**Directions for this task**. Leaving out all pictures, return the records word for word.

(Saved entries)
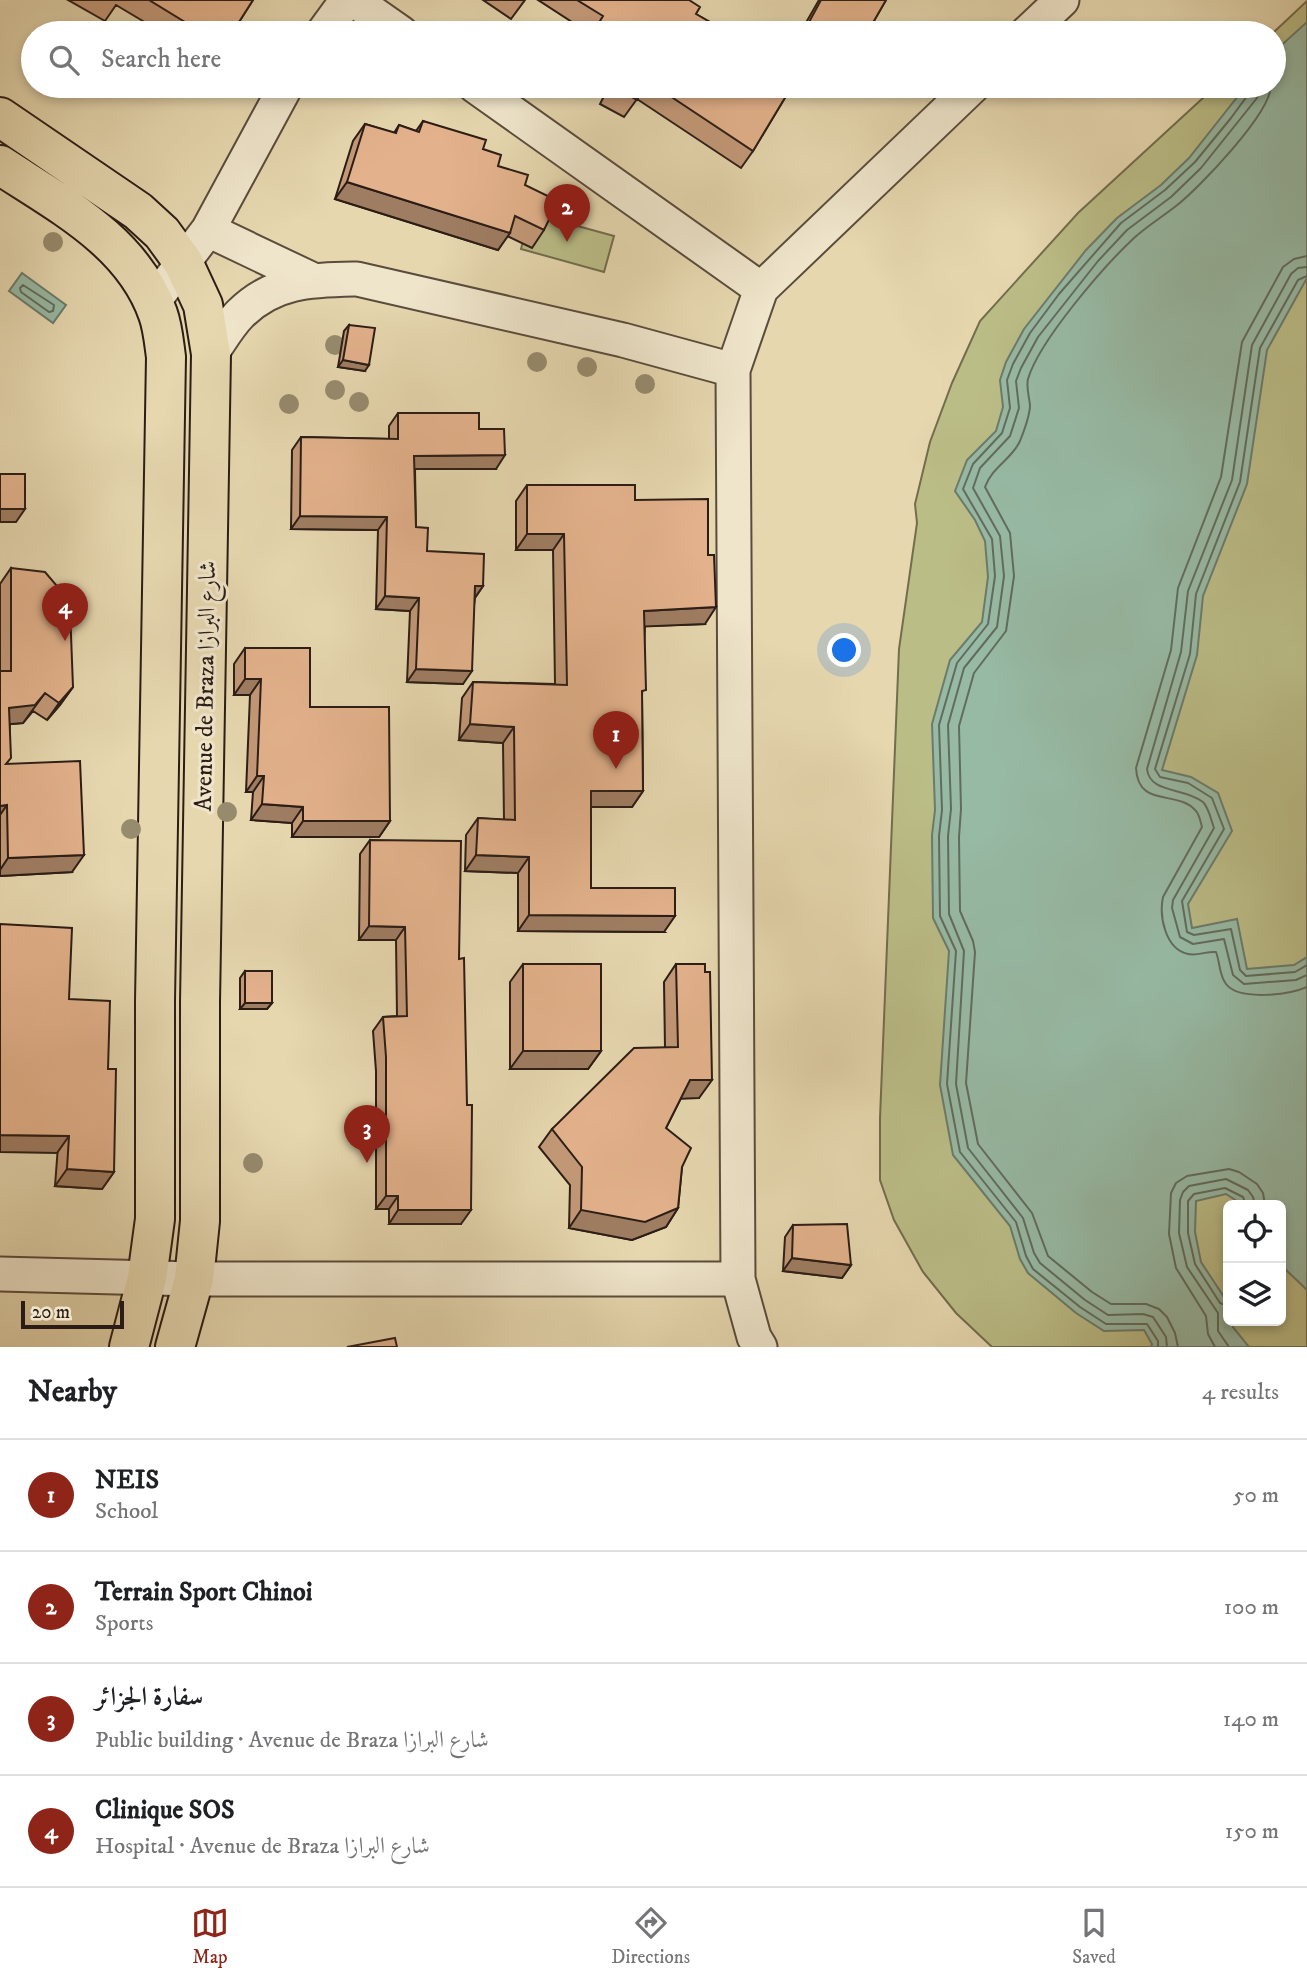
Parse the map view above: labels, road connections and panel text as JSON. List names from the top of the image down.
{
  "streets": {
    "main road": ["Avenue de Braza شارع البرازا"]
  },
  "scale_bar": "20 m",
  "page": {
    "search": "Search here",
    "pins": [
      "2",
      "4",
      "1",
      "3"
    ],
    "scale": "20 m",
    "heading": ["Nearby", "4 results"],
    "list": [
      {
        "mark": "1",
        "name": "NEIS",
        "note": "School",
        "value": "50 m"
      },
      {
        "mark": "2",
        "name": "Terrain Sport Chinoi",
        "note": "Sports",
        "value": "100 m"
      },
      {
        "mark": "3",
        "name": "سفارة الجزائر",
        "note": "Public building · Avenue de Braza شارع البرازا",
        "value": "140 m"
      },
      {
        "mark": "4",
        "name": "Clinique SOS",
        "note": "Hospital · Avenue de Braza شارع البرازا",
        "value": "150 m"
      }
    ],
    "nav": ["Map", "Directions", "Saved"]
  }
}
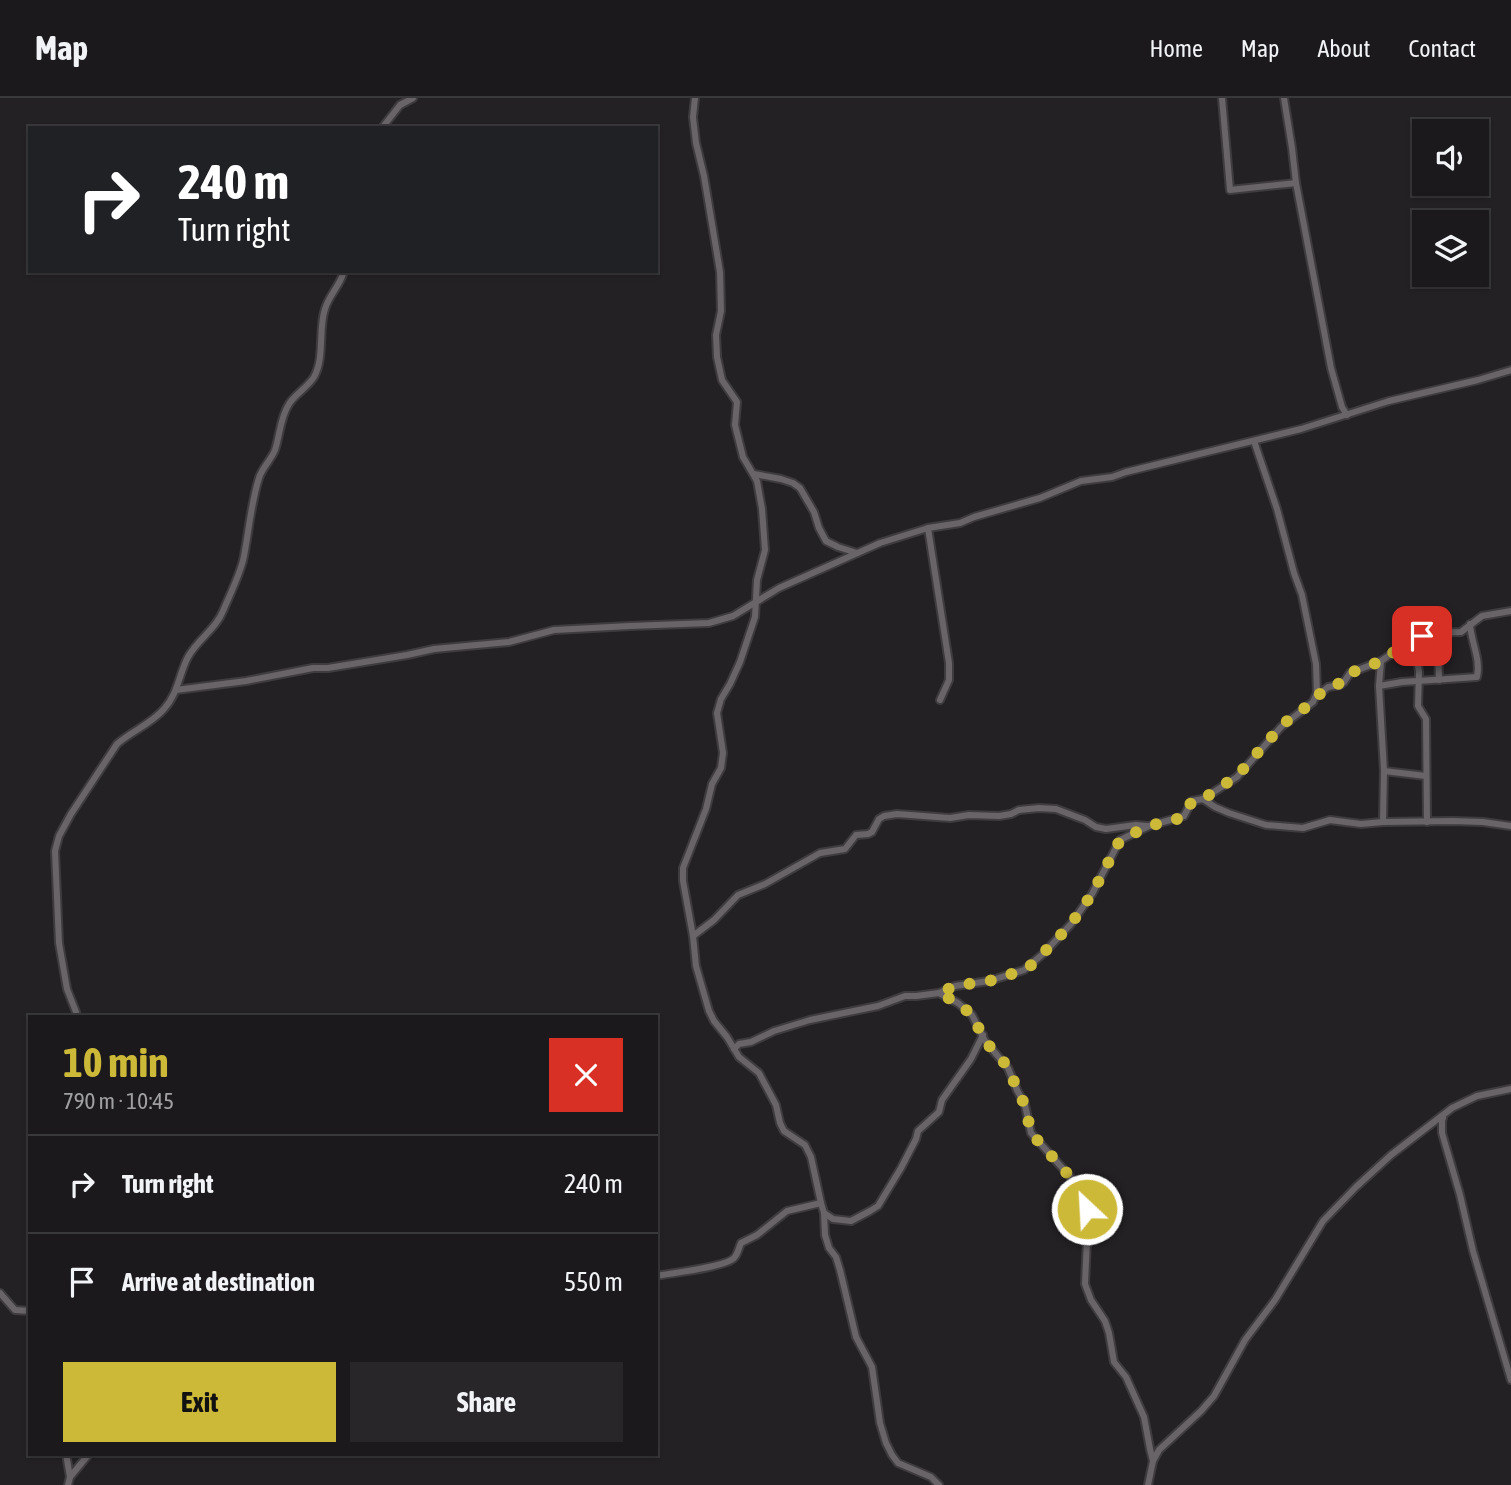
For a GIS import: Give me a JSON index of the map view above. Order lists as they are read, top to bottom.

**Expected answer**.
Parse the map view above: labels, road connections and panel text as JSON. List names from the top of the image down.
{
  "streets": {
    "main road": ["Avenue de Braza شارع البرازا"]
  },
  "scale_bar": "20 m",
  "page": {
    "search": "Search here",
    "pins": [
      "2",
      "4",
      "1",
      "3"
    ],
    "scale": "20 m",
    "heading": ["Nearby", "4 results"],
    "list": [
      {
        "mark": "1",
        "name": "NEIS",
        "note": "School",
        "value": "50 m"
      },
      {
        "mark": "2",
        "name": "Terrain Sport Chinoi",
        "note": "Sports",
        "value": "100 m"
      },
      {
        "mark": "3",
        "name": "سفارة الجزائر",
        "note": "Public building · Avenue de Braza شارع البرازا",
        "value": "140 m"
      },
      {
        "mark": "4",
        "name": "Clinique SOS",
        "note": "Hospital · Avenue de Braza شارع البرازا",
        "value": "150 m"
      }
    ],
    "nav": ["Map", "Directions", "Saved"]
  }
}
For a GIS import: Give me a JSON index of the map view above. Order lists as they are read, top to bottom.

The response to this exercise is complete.